_Stored items_:
★ ★ ★

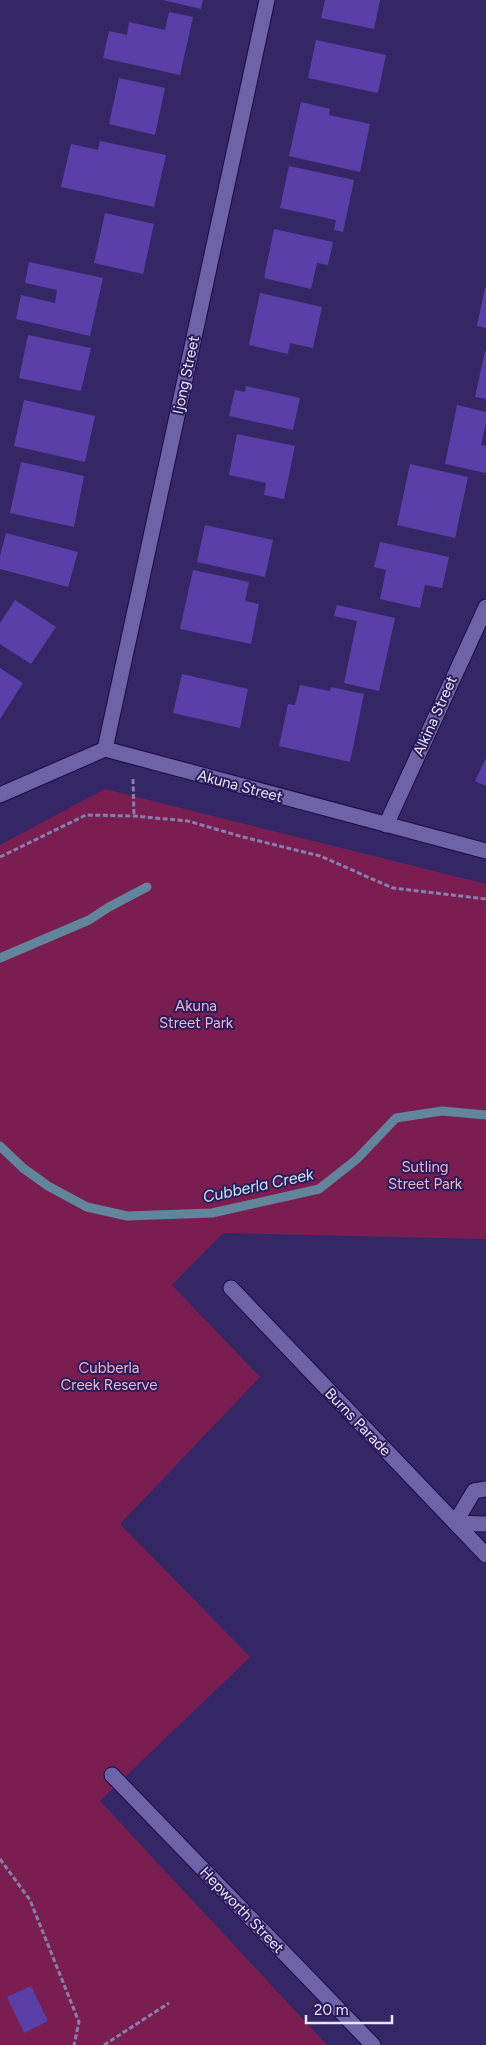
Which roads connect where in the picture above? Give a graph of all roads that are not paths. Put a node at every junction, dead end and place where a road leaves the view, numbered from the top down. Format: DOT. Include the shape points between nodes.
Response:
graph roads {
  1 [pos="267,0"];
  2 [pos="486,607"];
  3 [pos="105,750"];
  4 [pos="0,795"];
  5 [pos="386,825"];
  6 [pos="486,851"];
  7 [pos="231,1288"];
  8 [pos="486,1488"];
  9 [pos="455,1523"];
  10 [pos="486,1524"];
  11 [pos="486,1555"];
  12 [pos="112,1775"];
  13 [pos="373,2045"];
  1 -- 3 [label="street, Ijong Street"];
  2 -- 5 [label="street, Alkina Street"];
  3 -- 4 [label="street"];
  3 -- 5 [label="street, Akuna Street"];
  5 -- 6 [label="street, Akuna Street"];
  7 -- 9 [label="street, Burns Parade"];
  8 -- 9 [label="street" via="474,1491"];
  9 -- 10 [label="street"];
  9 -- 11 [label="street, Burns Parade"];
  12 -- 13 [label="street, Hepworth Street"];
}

★ ★ ★

_WORK ITEM_:
Copy the data precisely. Skip every picture.

_RESULT OF THIS EXERCISE_:
Which roads connect where in the picture above? Give a graph of all roads that are not paths. Put a node at every junction, dead end and place where a road leaves the view, numbered from the top down. Format: DOT. Include the shape points between nodes.
Response:
graph roads {
  1 [pos="267,0"];
  2 [pos="486,607"];
  3 [pos="105,750"];
  4 [pos="0,795"];
  5 [pos="386,825"];
  6 [pos="486,851"];
  7 [pos="231,1288"];
  8 [pos="486,1488"];
  9 [pos="455,1523"];
  10 [pos="486,1524"];
  11 [pos="486,1555"];
  12 [pos="112,1775"];
  13 [pos="373,2045"];
  1 -- 3 [label="street, Ijong Street"];
  2 -- 5 [label="street, Alkina Street"];
  3 -- 4 [label="street"];
  3 -- 5 [label="street, Akuna Street"];
  5 -- 6 [label="street, Akuna Street"];
  7 -- 9 [label="street, Burns Parade"];
  8 -- 9 [label="street" via="474,1491"];
  9 -- 10 [label="street"];
  9 -- 11 [label="street, Burns Parade"];
  12 -- 13 [label="street, Hepworth Street"];
}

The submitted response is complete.